General practitioner screening for melanoma: sensitivity, specificity, and effect of training.
Burton RC., Howe C., Adamson L., Reid AL., Hersey P., Watson A., Watt G., Relic J., Holt D., Thursfield V., Clarke P., Armstrong BK.
OBJECTIVE: To measure the performance of trained and untrained general practitioners (GPs) in screening men and women aged 50 or more for melanomas. METHODS: GPs trained in melanoma diagnosis, untrained GPs, and skin cancer specialists examined groups of volunteers, each of which included a small number of subjects with prediagnosed suspicious pigmented lesions (SPLs) that were subsequently excised for histopathological examination. RESULTS: Trained and untrained GPs achieved mean sensitivities of 0.73 and 0.71, and mean predictive values of 0.40 and 0.37, respectively, for the detection of prediagnosed SPLs. When the SPLs had been excised and examined histopathologically, reanalysis showed mean sensitivities of 0.98 and 0.95, mean specificities of 0.52 and 0.49, and mean positive predictive values of 0.24 and 0.22 for the detection of subjects with melanomas by trained and untrained GPs respectively. Trained GPs were significantly better than untrained GPs at diagnosing as melanomas SPLs that subsequently proved to be melanomas (p = 0.04). CONCLUSIONS: GPs in this study achieved high sensitivities in screening older Australian men and women for melanomas, but at the cost of low specificities and positive predictive values. Training in melanoma diagnosis had no significant effect on sensitivity, specificity, and positive predictive value for screening.
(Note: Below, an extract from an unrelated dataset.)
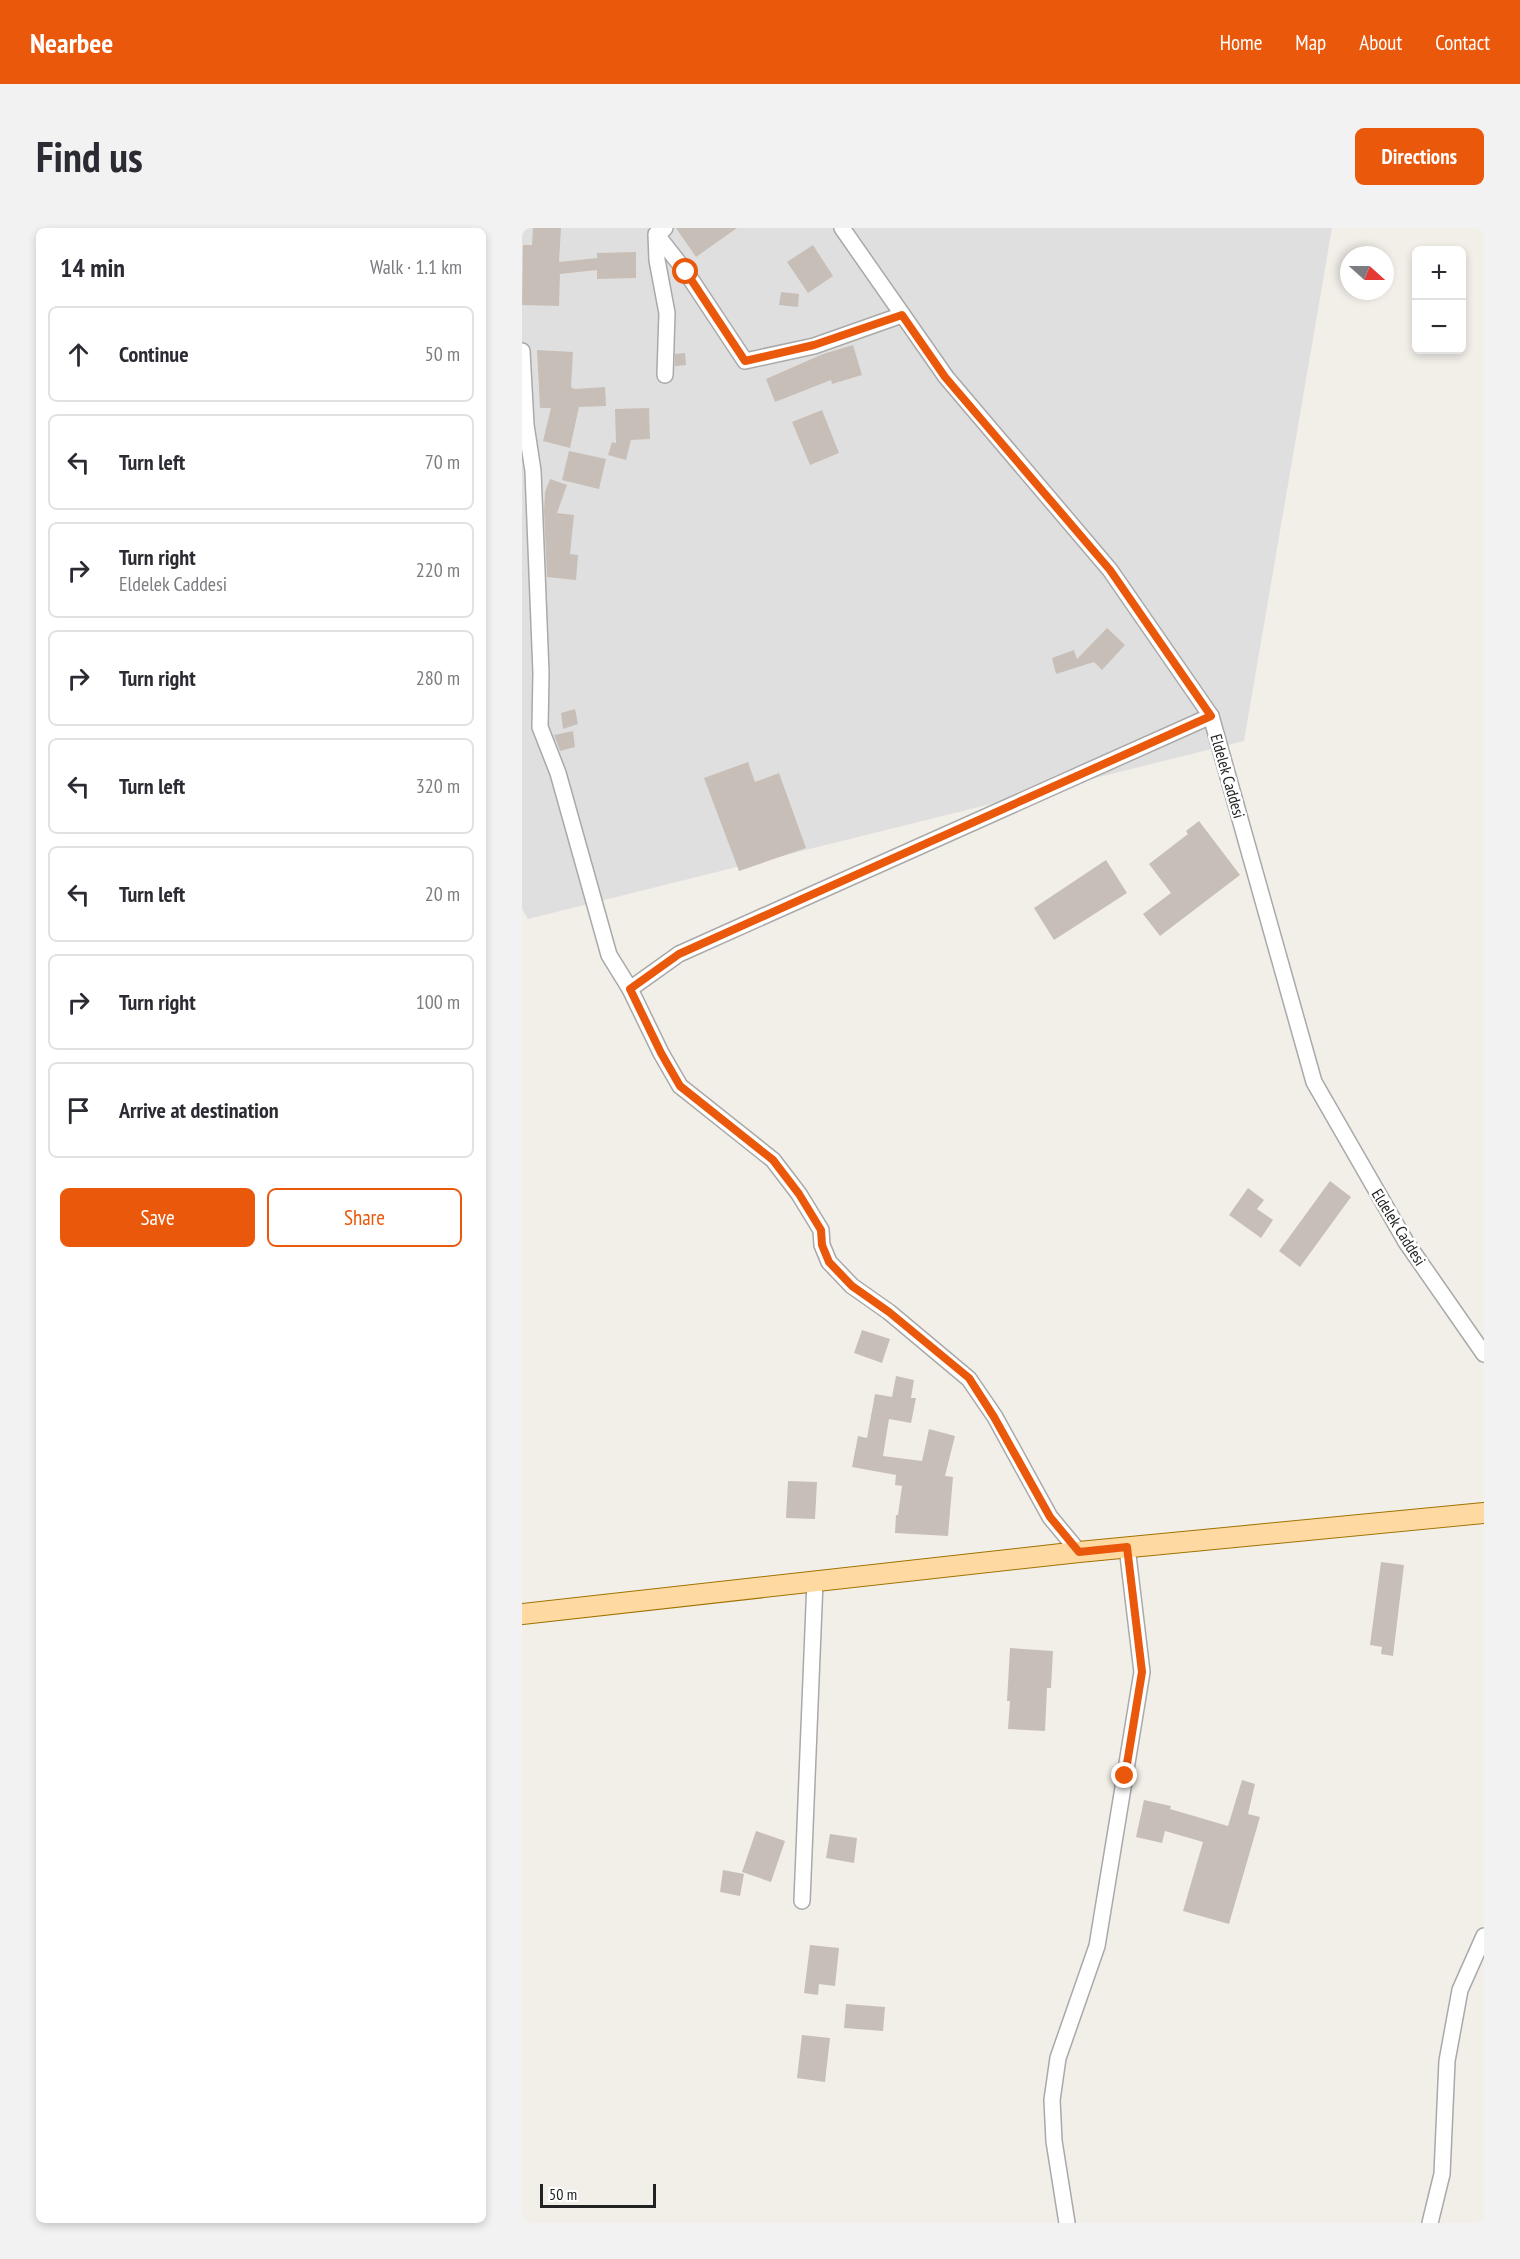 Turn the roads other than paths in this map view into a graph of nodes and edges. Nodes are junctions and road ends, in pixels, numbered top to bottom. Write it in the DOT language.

Data from the study were tested in a model of population screening for melanomas, and costs per life year saved for men aged 50-70 ranged from $A11,852 to $A40,259 depending upon the screening interval and whether the GPs excised the SPLs diagnosed, or referred all patients to skin cancer specialists; this would be as cost effective as cervical cancer screening.